OLEH : ARIPIANTO
Membangun karakter bangsa merupakan pembangunan cara pandangan hidup, tujuan hidup, falsafah hidup,
rahasia hidup serta pegangan hidup suatu bangsa. Sebagai bangsa, Indonesia yang telah memiliki pegangan hidup
yang jelas. Dimulai sejak dikumandangkannya Proclamation of Independence
Indonesia dan dicetuskannya Declaration of Independence daripada Indonesia,
sebagai cetusan kemerdekaan dan dasar kemerdekaan, sekaligus menghidupkan
kepribadian bangsa Indonesia dalam arti kata yang seluas-luasnya, meliputi
kepribadian politik, kepribadian ekonomi, kepribadian sosial, kepribadian kebudayaan
atau kepribadian nasional. Agar sukses menjadi
pribadi yang efektif di masa datang, setiap kita seharusnya tidak hanya mampu
menguasasi keterampilan dasar seperti membaca, memahami ilmu pengetahuan atau
matematika saja, tetapi juga perlu menguasai keterampilan dalam berinteraksi
sosial dan selalu memperbaiki kemampuan dirinya. Pendidikan karakter tidak cukup
dilakukan dengan mengajarkan cara menjadi manusia baik, tetapi juga cara
menjadi warga negara yang baik. Karena itu, pendidikan karakter mengandaikan
adanya kesadaran moral bersama sebagai bangsa tanpa adanya sekat-sekat
kepompong identitas.
Dalam sebuah acara sarasehan yang di pandu Dekan Fakultas
Ilmu Sosial dan Ilmu Politik Universitas Atma jaya Yogyakarta Lukas Suryanto
Ispandriarno tersebut menghadirkan pembicara Yudi Latif, Ketua Umum Indonesian
Conference on Religion and Peace Prof Musdah Mulia, dan peneliti Centre for
Strategic and International Studies (CSIS) J Kristiadi Menurut Yudi, persepsi
moral dalam masyarakat sering kali diidentikkan dengan moral keagamaan semata.

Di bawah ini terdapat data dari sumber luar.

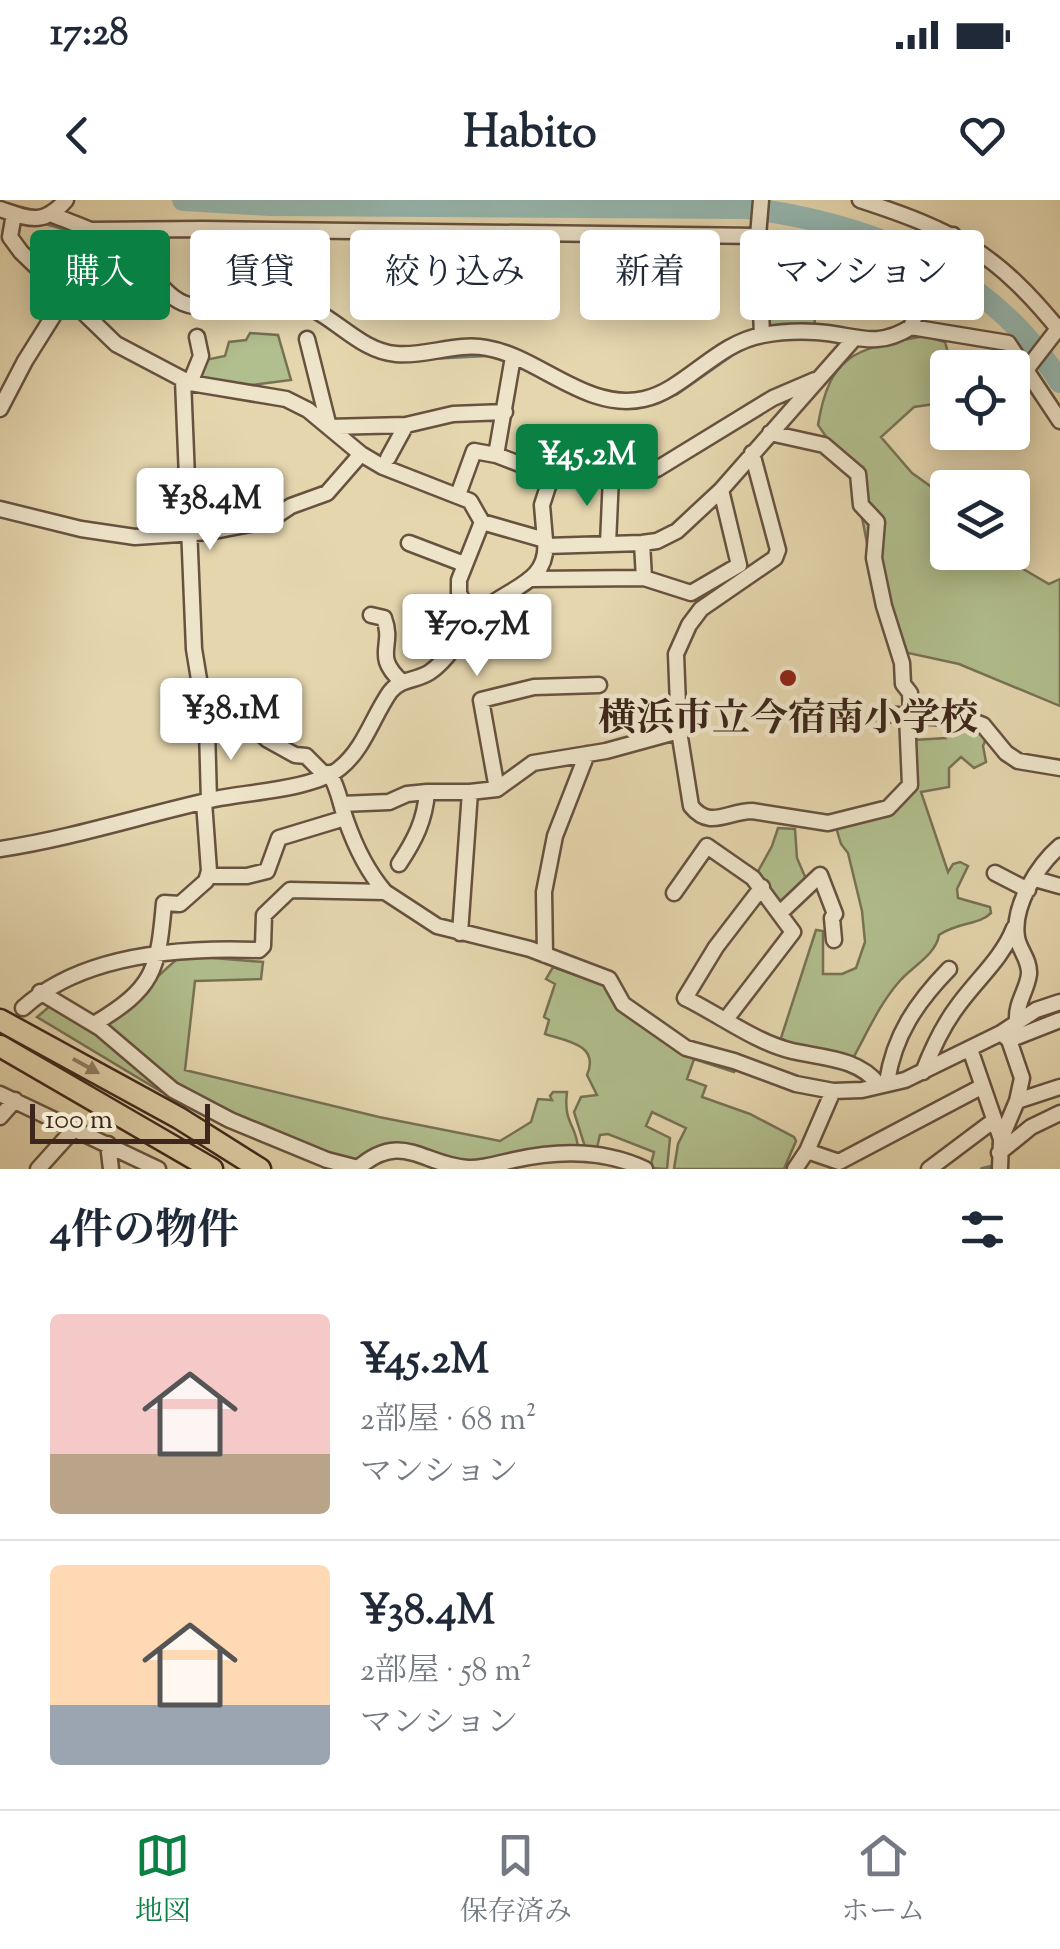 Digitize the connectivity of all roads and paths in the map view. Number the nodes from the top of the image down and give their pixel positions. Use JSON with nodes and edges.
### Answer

Padahal, saat negara Indonesia didirikan, yang menjadi basis moral kehidupan
bukan hanya agama, melainkan juga kearifan lokal, budaya, kemanusiaan, dan
sebagainya. ”Celakanya, pemahaman masyarakat terhadap agama kadang cenderung
bersifat legal formal, sekadar melakukan simbol-simbol atau ritual keagamaan
saja daripada esensi ajarannya. Dalam konteks pendidikan karakter, yang
diperlukan adalah proses radikalisasi Pancasila seperti yang pernah disebut
Kuntowijoyo (2001). Radikalisasi yang dimaksud adalah radikalisasi untuk
membuat Pancasila lebih operasional dalam kehidupan dan ketatanegaraan, sanggup
memenuhi kebutuhan praktis atau pragmatis, dan bersifat fungsional. Sedangkan
menurut Musdah mengatakan, di Indonesia, tingkat kebencian masyarakat atas
dasar agama dan suku menduduki peringkat paling tinggi. ”Banyak orang memakai
simbol-simbol agama, tetapi tidak berperikemanusiaan. Padahal, intisari
beragama adalah memanusiakan manusia. Nilai-nilai esensial agama ternyata belum
menjadi bagian hidup, Menyikapi persoalan tersebut, masyarakat perlu untuk menginternalisasikan
dan mengaktualisasikan kembali nilai-nilai Pancasila. Pancasila sebagai dasar
negara semestinya menjadi landasan spiritualitas bangsa Indonesia. ”Ketuhanan
seharusnya menjadi landasan etik hidup bernegara, nilai-nilai kemanusiaan
semestinya menjadi landasan, nilai persatuan menjadi warisan pendiri bangsa,
nilai demokrasi menjadi acuan kehidupan berbangsa bernegara, serta nilai
keadilan menjadi tujuan semua warga tanpa terkecuali. Nilai-nilai Pancasila ini
harus direfleksikan dan diinternalisasikan lagi dalam kehidupan sehari-hari.
Menurut Kementerian Pendidikan dan Kebudayaan Muhammad Nuh jika saat ini belum terlihat hasil dari program
pendidikan karakter yang telah dicanangkan kementerian. Kepala Badan Penelitian
dan Pengembangan Kementerian Pendidikan dan Kebudayaan Khairil Anwar Notodipuro
mengatakan, perlu waktu dan sinergitas dari semua pihak untuk membentuk
karakter, khususnya pada anak-anak usia sekolah. Ada tiga hal yang menjadi
perhatian terkait upaya menanamkan pendidikan karakter. Pertama, kesadaran jika
perubahan dan pembentukan karakter tidak bisa dilakukan dalam waktu sesaat.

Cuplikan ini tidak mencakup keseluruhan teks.